Hebrews 7:44Now consider how great this man was, unto whom even the patriarch Abraham gave the tenth of the spoils.”


This tells the Hebrew Christians that the greatness of the Son of God is comparable to the greatness of the King and High Priest of God Melchizedek.  Because of this greatness, even Abraham, the ancestor whom they esteemed and claimed as proof of their relationship with God acknowledged that there was one greater than he.

            The second significance is that since Melchizedek is a priest of “THE MOST HIGH GOD, Abram is actually presenting a tithe or a portion of the goods recovered to God as an offering as Israel later was commanded to do under the Mosaic Covenant.

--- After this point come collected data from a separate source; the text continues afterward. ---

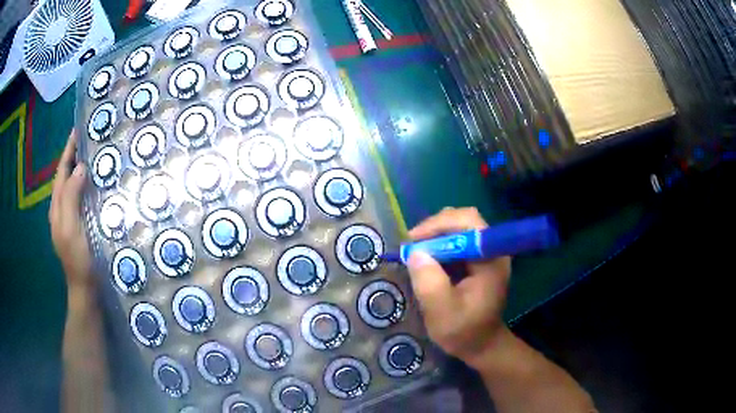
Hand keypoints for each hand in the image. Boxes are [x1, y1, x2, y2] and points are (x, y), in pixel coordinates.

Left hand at [49, 130, 92, 288]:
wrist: (85, 289)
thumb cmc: (78, 260)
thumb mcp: (71, 229)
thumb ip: (71, 198)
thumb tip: (80, 168)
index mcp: (57, 207)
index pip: (61, 172)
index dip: (68, 150)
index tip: (78, 129)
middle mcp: (60, 209)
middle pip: (65, 176)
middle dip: (74, 155)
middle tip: (89, 138)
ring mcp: (69, 217)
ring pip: (72, 185)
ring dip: (80, 168)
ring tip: (93, 154)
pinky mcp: (78, 224)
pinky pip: (80, 197)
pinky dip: (85, 185)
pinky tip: (95, 183)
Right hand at [406, 207, 511, 368]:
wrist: (481, 345)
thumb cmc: (464, 332)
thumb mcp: (442, 313)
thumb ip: (429, 283)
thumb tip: (415, 253)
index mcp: (491, 259)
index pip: (469, 222)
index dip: (439, 225)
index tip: (414, 241)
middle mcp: (492, 249)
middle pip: (463, 220)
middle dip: (434, 229)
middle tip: (411, 246)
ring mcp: (485, 253)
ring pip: (458, 228)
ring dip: (434, 236)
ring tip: (416, 253)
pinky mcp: (477, 259)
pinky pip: (456, 240)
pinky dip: (438, 245)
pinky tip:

v.21-22 “And the king of Sodom said unto Abram, Give me the persons, and take the goods to thyself. 22And Abram said to the king of Sodom, I have lift up mine hand unto the LORD, the most high God, the possessor of heaven and earth,”


            The king of Sodom tells Abram that he only need return his people to him, that he can keep all of the goods that he has recovered.  Abram refuses, why?  He has lifted “UP MINE HAND”, much as we would do in a court of law today and sworn an oath to God.


v.23-24That I will not take from a thread even to a shoelatchet, and that I will not take any thing that is thine, lest thou shouldest say, I have made Abram rich: 24Save only that which the young men have eaten, and the portion of the men which went with me, Aner, Eshcol, and Mamre; let them take their portion.”


            In his oath Abram has sworn to God that he will not take even a shoe latch or as we might say a shoelace from the spoils of Sodom.  Why?  Sodom is a wicked city, Abram doesn’t’ want, nor does God want Abram to have material wealth tainted with the kind of sin found in Sodom.  Abram also does not want to the king of Sodom to feel that Abram is obligated to him for any reason or to know resentment against him.  Since God does not change nor does his attitude toward that which is sin (Malachi 3:6) we today should be equally concerned about the source of our wealth or even our daily living.

            Abram does accept the goods that his men have consumed to sustain themselves during their return to their homeland and he leaves his confederates, his neighbors to make their own choice in this matter.